WHAT TO WORK ON
In the listing that follows, determine how many lines include the word "roads". Respond with that number alone.

:: DATA FOR THE TASK ::

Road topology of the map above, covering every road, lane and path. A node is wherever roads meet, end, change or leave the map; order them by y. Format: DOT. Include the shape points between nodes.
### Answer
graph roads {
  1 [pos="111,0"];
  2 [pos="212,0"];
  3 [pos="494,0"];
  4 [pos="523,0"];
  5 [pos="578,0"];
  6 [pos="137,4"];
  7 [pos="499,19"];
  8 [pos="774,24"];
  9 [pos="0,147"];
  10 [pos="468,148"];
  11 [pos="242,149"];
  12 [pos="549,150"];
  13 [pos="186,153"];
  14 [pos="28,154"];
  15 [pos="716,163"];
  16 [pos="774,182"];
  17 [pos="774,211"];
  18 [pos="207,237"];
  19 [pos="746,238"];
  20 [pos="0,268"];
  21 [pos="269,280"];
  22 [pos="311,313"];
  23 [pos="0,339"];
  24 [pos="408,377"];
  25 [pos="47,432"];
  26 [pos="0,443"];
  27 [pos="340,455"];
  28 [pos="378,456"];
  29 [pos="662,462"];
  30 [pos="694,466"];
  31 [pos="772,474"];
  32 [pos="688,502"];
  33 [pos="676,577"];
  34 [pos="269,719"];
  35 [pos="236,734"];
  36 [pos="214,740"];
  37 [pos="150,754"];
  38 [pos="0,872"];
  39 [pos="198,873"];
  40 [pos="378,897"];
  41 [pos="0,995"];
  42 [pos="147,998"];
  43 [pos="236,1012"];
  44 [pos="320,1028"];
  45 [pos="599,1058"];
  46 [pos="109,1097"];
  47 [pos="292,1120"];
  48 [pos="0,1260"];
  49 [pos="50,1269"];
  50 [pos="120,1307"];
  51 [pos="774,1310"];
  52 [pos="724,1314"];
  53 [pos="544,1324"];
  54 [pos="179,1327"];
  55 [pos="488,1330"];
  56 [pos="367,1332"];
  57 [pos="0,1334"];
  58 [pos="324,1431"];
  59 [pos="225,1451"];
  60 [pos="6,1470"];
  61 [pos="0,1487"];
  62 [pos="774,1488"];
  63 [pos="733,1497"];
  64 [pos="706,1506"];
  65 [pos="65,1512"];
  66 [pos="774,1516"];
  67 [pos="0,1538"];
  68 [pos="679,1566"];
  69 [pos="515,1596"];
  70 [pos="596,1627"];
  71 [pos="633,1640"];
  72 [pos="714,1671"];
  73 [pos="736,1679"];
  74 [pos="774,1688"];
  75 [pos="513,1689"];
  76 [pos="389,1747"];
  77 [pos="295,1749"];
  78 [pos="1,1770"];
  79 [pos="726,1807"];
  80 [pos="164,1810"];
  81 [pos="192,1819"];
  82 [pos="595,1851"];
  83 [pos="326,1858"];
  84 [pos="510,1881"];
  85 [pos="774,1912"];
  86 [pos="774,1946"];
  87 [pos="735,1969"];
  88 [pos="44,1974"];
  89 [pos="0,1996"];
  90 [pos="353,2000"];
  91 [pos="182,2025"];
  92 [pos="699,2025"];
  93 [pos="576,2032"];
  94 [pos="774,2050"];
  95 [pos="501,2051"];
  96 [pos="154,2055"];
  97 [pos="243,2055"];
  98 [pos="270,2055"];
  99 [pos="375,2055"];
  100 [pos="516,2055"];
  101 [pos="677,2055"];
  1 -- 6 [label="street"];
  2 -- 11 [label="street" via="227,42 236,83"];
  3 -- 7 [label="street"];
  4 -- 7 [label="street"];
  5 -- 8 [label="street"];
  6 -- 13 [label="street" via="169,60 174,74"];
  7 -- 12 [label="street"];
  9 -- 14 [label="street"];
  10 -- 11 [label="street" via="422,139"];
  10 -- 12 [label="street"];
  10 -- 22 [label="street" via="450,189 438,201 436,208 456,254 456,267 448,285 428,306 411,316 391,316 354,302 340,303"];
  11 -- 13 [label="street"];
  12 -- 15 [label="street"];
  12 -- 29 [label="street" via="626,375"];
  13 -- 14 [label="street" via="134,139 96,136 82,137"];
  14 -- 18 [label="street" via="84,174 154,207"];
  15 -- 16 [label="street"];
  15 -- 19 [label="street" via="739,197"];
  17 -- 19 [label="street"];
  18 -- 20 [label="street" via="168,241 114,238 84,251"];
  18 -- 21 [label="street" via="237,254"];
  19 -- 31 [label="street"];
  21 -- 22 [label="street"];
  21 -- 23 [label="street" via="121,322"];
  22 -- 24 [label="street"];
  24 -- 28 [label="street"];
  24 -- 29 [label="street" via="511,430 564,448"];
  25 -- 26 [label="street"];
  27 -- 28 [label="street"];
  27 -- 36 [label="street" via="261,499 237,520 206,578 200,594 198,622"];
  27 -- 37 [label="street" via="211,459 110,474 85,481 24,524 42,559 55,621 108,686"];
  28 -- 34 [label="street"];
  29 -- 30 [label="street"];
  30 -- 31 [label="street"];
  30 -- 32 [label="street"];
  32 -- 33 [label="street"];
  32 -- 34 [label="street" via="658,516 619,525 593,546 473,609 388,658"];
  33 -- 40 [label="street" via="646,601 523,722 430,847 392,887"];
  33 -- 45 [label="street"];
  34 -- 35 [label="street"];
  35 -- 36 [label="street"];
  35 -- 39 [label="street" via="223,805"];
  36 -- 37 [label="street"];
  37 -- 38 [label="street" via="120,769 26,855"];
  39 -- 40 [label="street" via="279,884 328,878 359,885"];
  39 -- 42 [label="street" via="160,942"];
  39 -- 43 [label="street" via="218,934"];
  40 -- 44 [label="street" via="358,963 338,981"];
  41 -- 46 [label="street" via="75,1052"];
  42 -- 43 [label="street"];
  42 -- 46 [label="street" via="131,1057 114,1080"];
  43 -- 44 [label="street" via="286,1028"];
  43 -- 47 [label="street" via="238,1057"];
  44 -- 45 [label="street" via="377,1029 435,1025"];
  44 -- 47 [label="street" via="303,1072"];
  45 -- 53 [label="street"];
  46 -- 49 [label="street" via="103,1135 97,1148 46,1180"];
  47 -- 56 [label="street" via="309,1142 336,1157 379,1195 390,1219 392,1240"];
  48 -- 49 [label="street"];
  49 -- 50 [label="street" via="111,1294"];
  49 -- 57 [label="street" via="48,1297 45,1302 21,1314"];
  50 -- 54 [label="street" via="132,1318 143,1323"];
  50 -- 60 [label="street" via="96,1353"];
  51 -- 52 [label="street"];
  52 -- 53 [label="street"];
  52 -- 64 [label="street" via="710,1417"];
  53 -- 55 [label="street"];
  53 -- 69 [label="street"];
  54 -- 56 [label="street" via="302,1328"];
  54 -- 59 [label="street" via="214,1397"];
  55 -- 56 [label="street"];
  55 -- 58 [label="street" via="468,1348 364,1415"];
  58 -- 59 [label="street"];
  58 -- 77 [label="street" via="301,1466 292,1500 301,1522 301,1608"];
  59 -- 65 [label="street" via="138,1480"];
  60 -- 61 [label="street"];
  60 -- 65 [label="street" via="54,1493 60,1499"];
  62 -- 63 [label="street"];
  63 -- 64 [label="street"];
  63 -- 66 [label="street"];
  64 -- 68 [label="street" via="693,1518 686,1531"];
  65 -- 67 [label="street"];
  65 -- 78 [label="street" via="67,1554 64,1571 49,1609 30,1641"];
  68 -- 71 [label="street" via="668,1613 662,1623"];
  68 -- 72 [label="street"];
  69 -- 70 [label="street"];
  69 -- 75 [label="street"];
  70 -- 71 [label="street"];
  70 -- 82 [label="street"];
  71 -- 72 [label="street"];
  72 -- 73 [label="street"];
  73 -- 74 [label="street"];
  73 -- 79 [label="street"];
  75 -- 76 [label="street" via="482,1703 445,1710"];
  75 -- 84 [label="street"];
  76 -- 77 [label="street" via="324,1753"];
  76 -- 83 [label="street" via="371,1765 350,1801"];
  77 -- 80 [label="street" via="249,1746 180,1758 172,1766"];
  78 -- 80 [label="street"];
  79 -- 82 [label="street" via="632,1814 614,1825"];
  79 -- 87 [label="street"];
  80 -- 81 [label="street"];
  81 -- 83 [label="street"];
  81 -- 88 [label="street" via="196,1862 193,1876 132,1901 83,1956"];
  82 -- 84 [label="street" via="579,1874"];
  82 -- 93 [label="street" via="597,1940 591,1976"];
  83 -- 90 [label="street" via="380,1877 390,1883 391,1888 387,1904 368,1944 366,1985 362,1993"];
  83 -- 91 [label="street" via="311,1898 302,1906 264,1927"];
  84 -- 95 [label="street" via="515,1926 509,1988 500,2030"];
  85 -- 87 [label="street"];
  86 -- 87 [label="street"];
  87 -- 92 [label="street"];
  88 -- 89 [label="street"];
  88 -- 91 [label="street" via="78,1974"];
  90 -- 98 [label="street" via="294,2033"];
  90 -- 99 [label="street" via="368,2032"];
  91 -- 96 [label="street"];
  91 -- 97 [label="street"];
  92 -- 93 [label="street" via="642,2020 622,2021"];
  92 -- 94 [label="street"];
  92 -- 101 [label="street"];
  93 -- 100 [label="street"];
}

:::

SOLUTION TO THE PROBLEM
2